First up there is a pre-requisite for this process, you will need to have a bash terminal installed. Both Git Bash or Bash on Ubuntu on Windows are good. I recommend using Visual Studio Code with an integrated bash terminal. See the Vs Code documentation here for more details. This walkthrough assumes you are using Git Bash and in the root of your project.
Angular CLI has supported running a project with ssl for some time using the --ssl argument.
ng s --ssl
If you go ahead and run this you can view the app on https://localhost:4200 but the browser (Chrome in the example) will warn that it does not trust the certificate used is invalid
You can get past this error in the advanced options but the local site will still show as being not secure which will cause problems with the browser potentially blocking the app from doing all sorts of things. This is particularily an issue with auth callbacks and hidden iframes for token refreshes.

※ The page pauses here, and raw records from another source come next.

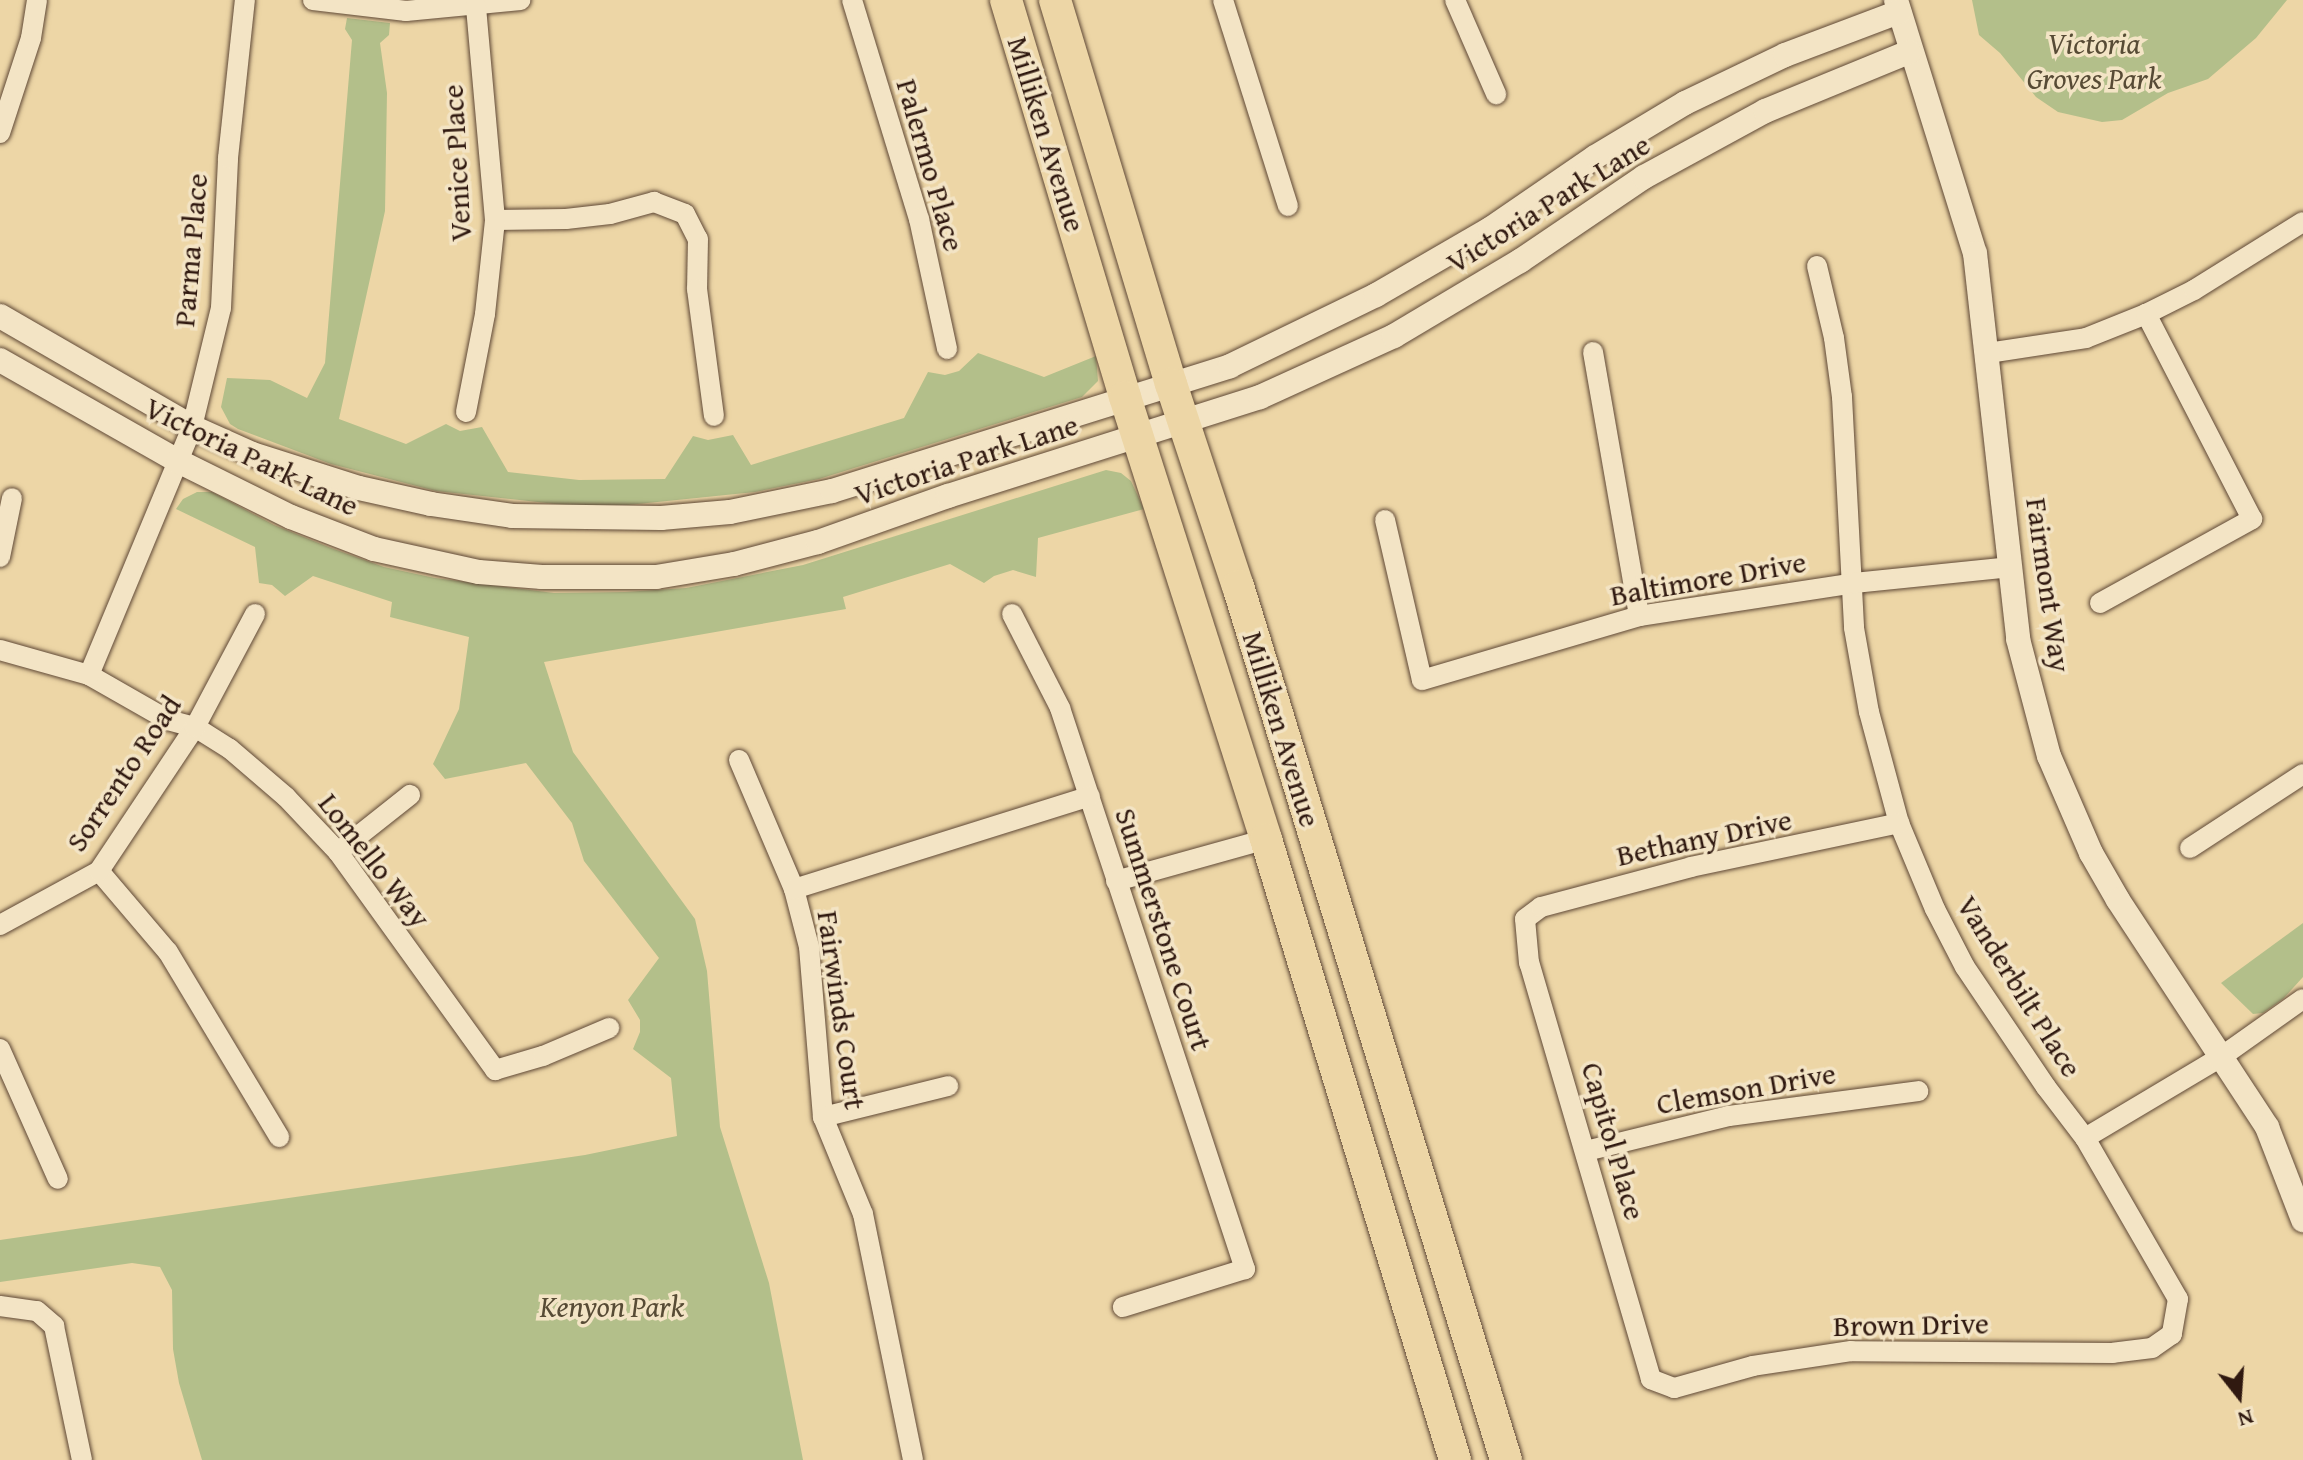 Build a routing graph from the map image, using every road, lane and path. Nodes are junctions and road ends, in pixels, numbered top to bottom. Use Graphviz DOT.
graph roads {
  1 [pos="37,0"];
  2 [pos="245,0"];
  3 [pos="313,0"];
  4 [pos="520,0"];
  5 [pos="852,0"];
  6 [pos="1006,0"];
  7 [pos="1055,0"];
  8 [pos="1223,0"];
  9 [pos="1455,0"];
  10 [pos="476,6"];
  11 [pos="1897,6"];
  12 [pos="1909,52"];
  13 [pos="1496,94"];
  14 [pos="0,133"];
  15 [pos="1288,206"];
  16 [pos="495,220"];
  17 [pos="2303,222"];
  18 [pos="1817,266"];
  19 [pos="2146,314"];
  20 [pos="0,316"];
  21 [pos="947,349"];
  22 [pos="1593,352"];
  23 [pos="1988,353"];
  24 [pos="0,360"];
  25 [pos="1171,384"];
  26 [pos="1125,397"];
  27 [pos="466,412"];
  28 [pos="714,416"];
  29 [pos="1183,423"];
  30 [pos="192,427"];
  31 [pos="1138,437"];
  32 [pos="178,461"];
  33 [pos="12,498"];
  34 [pos="1385,520"];
  35 [pos="0,557"];
  36 [pos="2011,567"];
  37 [pos="1854,583"];
  38 [pos="2100,603"];
  39 [pos="255,614"];
  40 [pos="1012,614"];
  41 [pos="1639,616"];
  42 [pos="0,650"];
  43 [pos="89,675"];
  44 [pos="195,727"];
  45 [pos="739,760"];
  46 [pos="2303,774"];
  47 [pos="410,795"];
  48 [pos="1090,796"];
  49 [pos="1899,823"];
  50 [pos="1266,839"];
  51 [pos="2190,848"];
  52 [pos="338,852"];
  53 [pos="99,871"];
  54 [pos="1116,881"];
  55 [pos="794,889"];
  56 [pos="1525,919"];
  57 [pos="0,925"];
  58 [pos="2303,999"];
  59 [pos="609,1028"];
  60 [pos="0,1049"];
  61 [pos="2221,1057"];
  62 [pos="948,1086"];
  63 [pos="1918,1091"];
  64 [pos="823,1117"];
  65 [pos="279,1137"];
  66 [pos="2085,1138"];
  67 [pos="1586,1151"];
  68 [pos="58,1179"];
  69 [pos="2303,1220"];
  70 [pos="0,1306"];
  71 [pos="1123,1307"];
  72 [pos="2172,1334"];
  73 [pos="1651,1379"];
  74 [pos="82,1460"];
  75 [pos="913,1460"];
  76 [pos="1455,1460"];
  77 [pos="1506,1460"];
  1 -- 14 [label="street"];
  2 -- 30 [label="street, Parma Place"];
  3 -- 10 [label="street"];
  4 -- 10 [label="street"];
  5 -- 21 [label="street, Palermo Place"];
  6 -- 26 [label="main road, Milliken Avenue"];
  7 -- 25 [label="main road, Milliken Avenue"];
  8 -- 15 [label="street"];
  9 -- 13 [label="street"];
  10 -- 16 [label="street, Venice Place"];
  11 -- 12 [label="street, Fairmont Way"];
  11 -- 25 [label="street, Victoria Park Lane"];
  12 -- 23 [label="street, Fairmont Way"];
  12 -- 29 [label="street, Victoria Park Lane"];
  16 -- 27 [label="street, Venice Place"];
  16 -- 28 [label="street"];
  17 -- 19 [label="street"];
  18 -- 37 [label="street, Vanderbilt Place"];
  19 -- 23 [label="street"];
  19 -- 38 [label="street"];
  20 -- 30 [label="street, Victoria Park Lane"];
  22 -- 41 [label="street"];
  23 -- 36 [label="street, Fairmont Way"];
  24 -- 32 [label="street, Victoria Park Lane"];
  25 -- 26 [label="street, Victoria Park Lane"];
  25 -- 29 [label="main road, Milliken Avenue"];
  26 -- 30 [label="street, Victoria Park Lane"];
  26 -- 31 [label="main road, Milliken Avenue"];
  29 -- 31 [label="street, Victoria Park Lane"];
  29 -- 77 [label="main road, Milliken Avenue"];
  30 -- 32 [label="street, Parma Place"];
  31 -- 32 [label="street, Victoria Park Lane"];
  31 -- 50 [label="main road, Milliken Avenue"];
  32 -- 43 [label="street, Parma Place"];
  33 -- 35 [label="street"];
  34 -- 41 [label="street, Baltimore Drive"];
  36 -- 37 [label="street, Baltimore Drive"];
  36 -- 61 [label="street, Fairmont Way"];
  37 -- 41 [label="street, Baltimore Drive"];
  37 -- 49 [label="street, Vanderbilt Place"];
  39 -- 44 [label="street, Sorrento Road"];
  40 -- 48 [label="street, Summerstone Court"];
  42 -- 43 [label="street, Lomello Way"];
  43 -- 44 [label="street, Lomello Way"];
  44 -- 52 [label="street, Lomello Way"];
  44 -- 53 [label="street, Sorrento Road"];
  45 -- 55 [label="street, Fairwinds Court"];
  46 -- 51 [label="street"];
  47 -- 52 [label="street"];
  48 -- 54 [label="street, Summerstone Court"];
  48 -- 55 [label="street"];
  49 -- 56 [label="street, Bethany Drive"];
  49 -- 66 [label="street, Vanderbilt Place"];
  50 -- 54 [label="street"];
  50 -- 76 [label="main road, Milliken Avenue"];
  52 -- 59 [label="street, Lomello Way"];
  53 -- 57 [label="street, Sorrento Road"];
  53 -- 65 [label="street"];
  54 -- 71 [label="street, Summerstone Court"];
  55 -- 64 [label="street, Fairwinds Court"];
  56 -- 67 [label="street, Capitol Place"];
  58 -- 61 [label="street"];
  60 -- 68 [label="street"];
  61 -- 66 [label="street"];
  61 -- 69 [label="street, Fairmont Way"];
  62 -- 64 [label="street"];
  63 -- 67 [label="street, Clemson Drive"];
  64 -- 75 [label="street, Fairwinds Court"];
  66 -- 72 [label="street, Vanderbilt Place"];
  67 -- 73 [label="street, Capitol Place"];
  70 -- 74 [label="street"];
  72 -- 73 [label="street, Brown Drive"];
}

To get round this Windows needs to trust the certifcate on the local machine. Angular CLI uses webpack-dev-server to serve the app locally. The first step is to create a certificate from the webpack dev server pem file. To do this open a bash terminal under the project root and run the two commands below. Note ng s --ssl must have been run once for the pem file to be created.
cd node_modules/webpack-dev-server/ssl openssl x509 -outform der -in server.pem -out server.crt
Next to trust the certifcate. Open Manage Computer Certificates from the Control Panel or search bar.
Right click on Trusted Root Certification, click on All Tasks >Import. Accept the default store location of Local Machine and on the next screen select the server.cert file you just created (/your-project/node_modules/webpack-dev-server/ssl).
Now the certificate has been trusted close all open browser windows and when you open the browser again you should see that the site is now trusted.